The circumstances of the
grandparents show an odd bias in the child-protection system. There are
children's aid societies, but there are no parents' aid societies. The
grandparents tried to care for the girls while the protection system made a
decision, but being in their 70s, they found keeping up with three active
children too difficult. They tried so hard, the grandmother was hospitalized.

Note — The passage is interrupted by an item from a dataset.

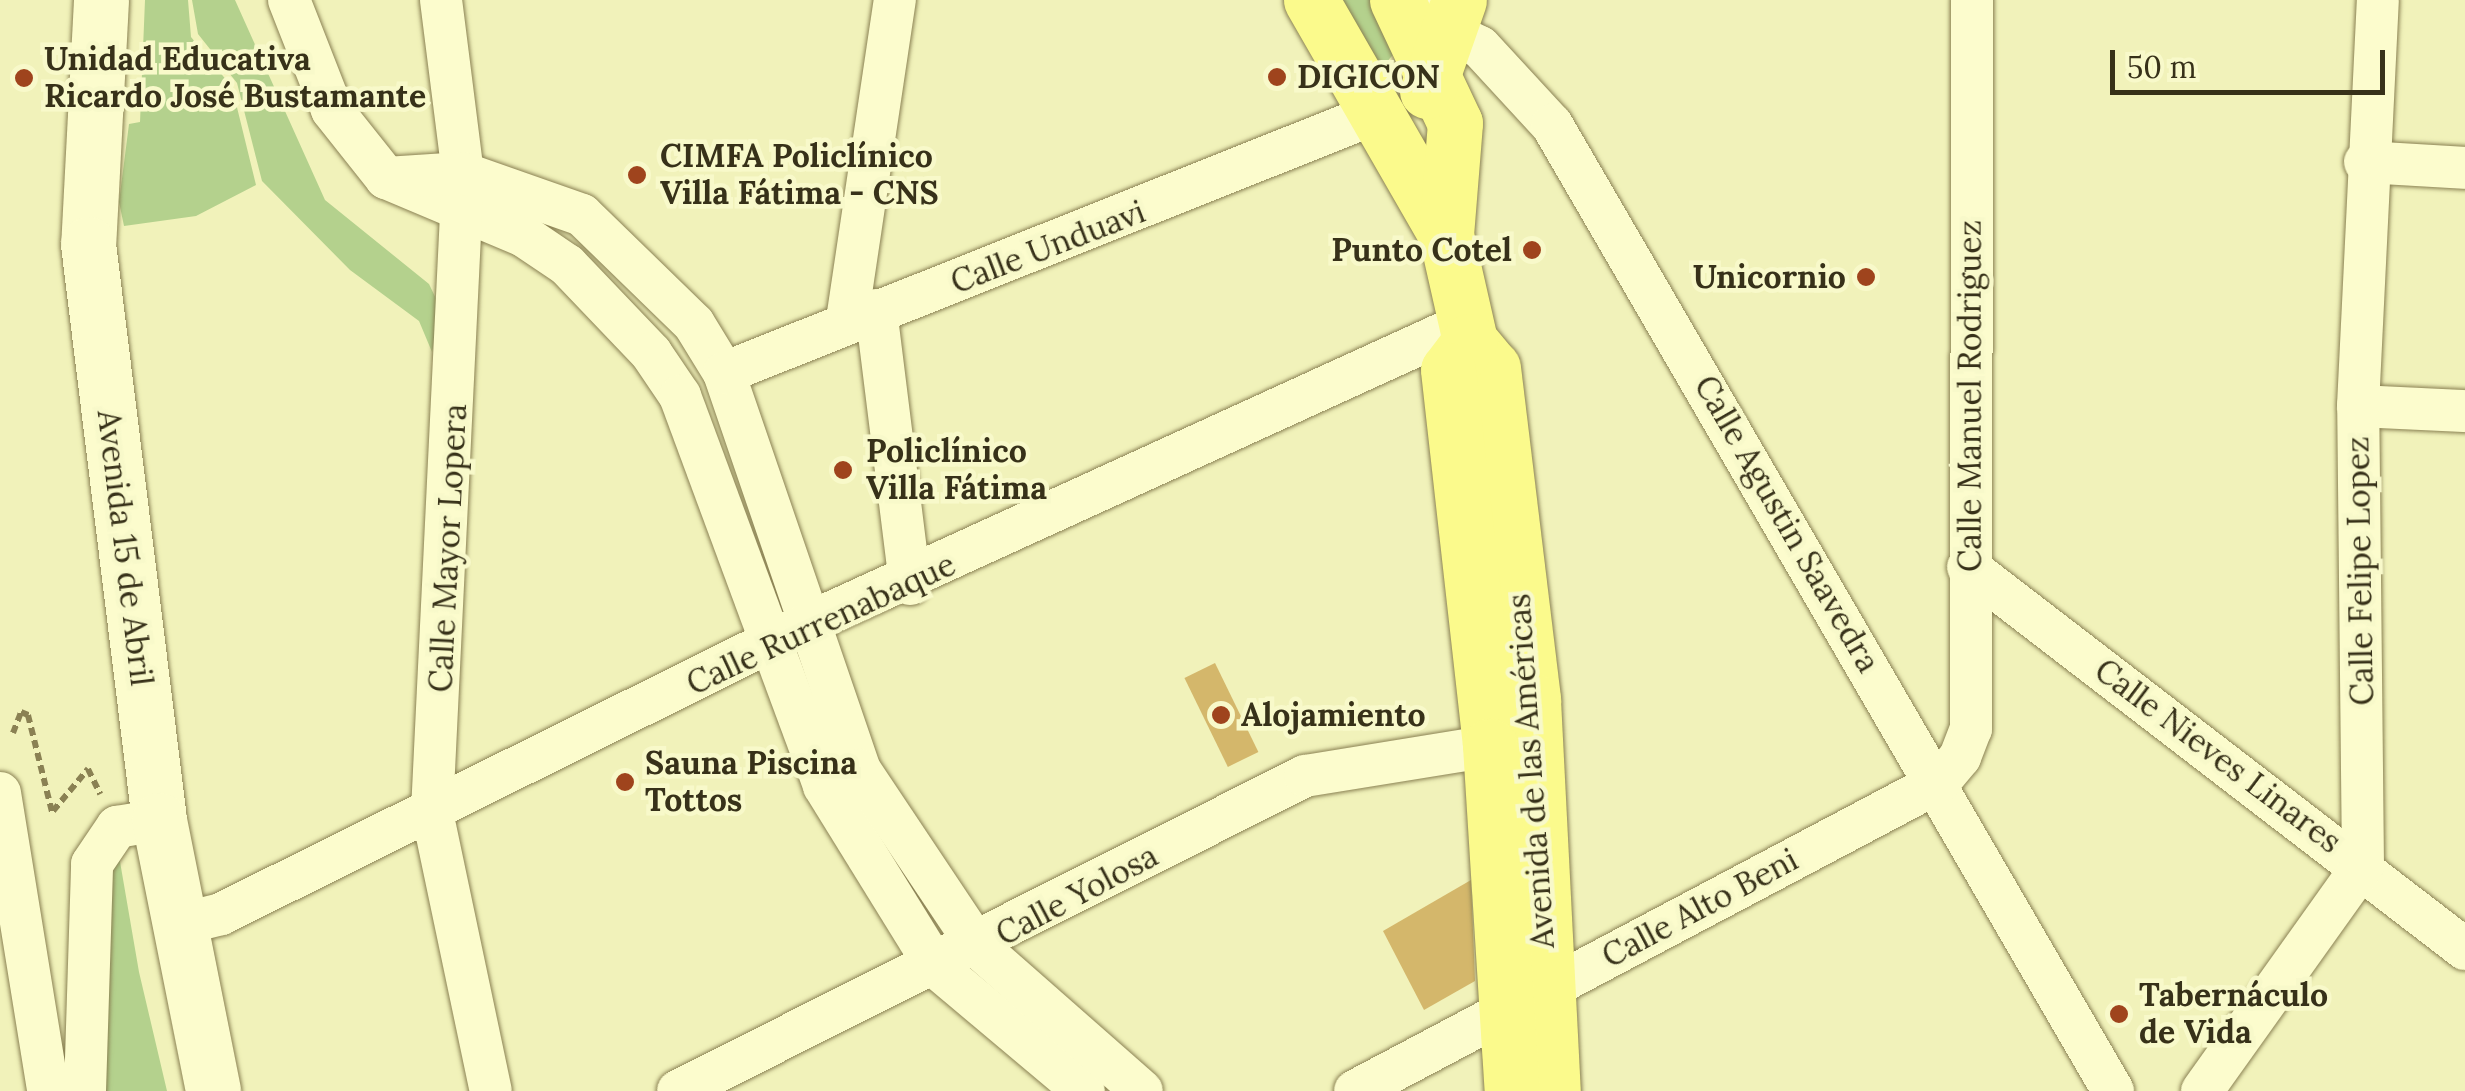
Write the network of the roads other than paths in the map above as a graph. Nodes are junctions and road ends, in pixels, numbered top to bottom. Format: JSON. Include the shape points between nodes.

They asked for, but could get no, financial assistance, in-home help or respite
care. The public purse opens wide to strangers (foster parents) in times like
this, but families are expected to provide for their own.
The parents of the
children separated in early 1999. Mother said she was advised her only hope of
getting her children back was to get the father out of the picture. Although
they lived apart, they were "sneaking" back together. Finally they
gave up, and in February this year, got married. Mother had an attitude: "I
think it's probably the most important thing, that children have parents who
love each other." But if you run that kind of attitude through psychology,
you come up with words like "co-dependent." That's how her view of
love appeared in reports to the court. [THESE PEOPLE ARE SO DEMONIC. - TB]
"There is no question
that both parents dearly love their daughters," the judge observed in the
judgment. She noted that access visits with the children showed
"spontaneous mutual affection." The children, she noted,
"continue to have a fantasy wish to return to their parents' home." In
the three years since the apprehensions, the parents' relationship seems to have
stabilized and the judge made note of that too. Her concern, expressed in her
judgment, is would children be safe in a home with an alcoholic father who also
admitted to past drug use? On the witness stand, mother was asked by her lawyer
if there was a threat to her children, would she protect them? She gave the
impression she definitely would. She wanted her children home and if there were
concerns, she was willing to agree to frequent visits from CAS.
Judge Blishen said no. She
recommended the children be allowed to see their parents at the discretion of
the CAS, perhaps four times a year, and held out a faint hope they could some
day be reunited. Protection workers recently drew up a plan for the children's
Christmas. They will be allowed to spend the day with the grandparents, but the
parents can't be there. Mom and Dad will see the children on Dec. 21.
Grandfather says he doesn't understand why he can't see his son at the same time
as his grandchildren, and have the extended family together. CAS doesn't have to
explain. It is now the official parent.
There is a wide door
opening here. If we, as a society, take all children out of homes where alcohol
is abused, where are we going to store them? Odds are good at least one of the
girls will be in a foster home where alcohol is a problem. The judge's decision
is the safe one. If the children were returned to their parents and harmed, the
whole child-protection system would be in disrepute. If harm were to occur in a
foster home, that's a new case.
Removal of children from
families should be treated like a death sentence. A family court judge should
face parents, like a criminal court judge faces a condemned prisoner, and
deliver the bad news. They should see the pain.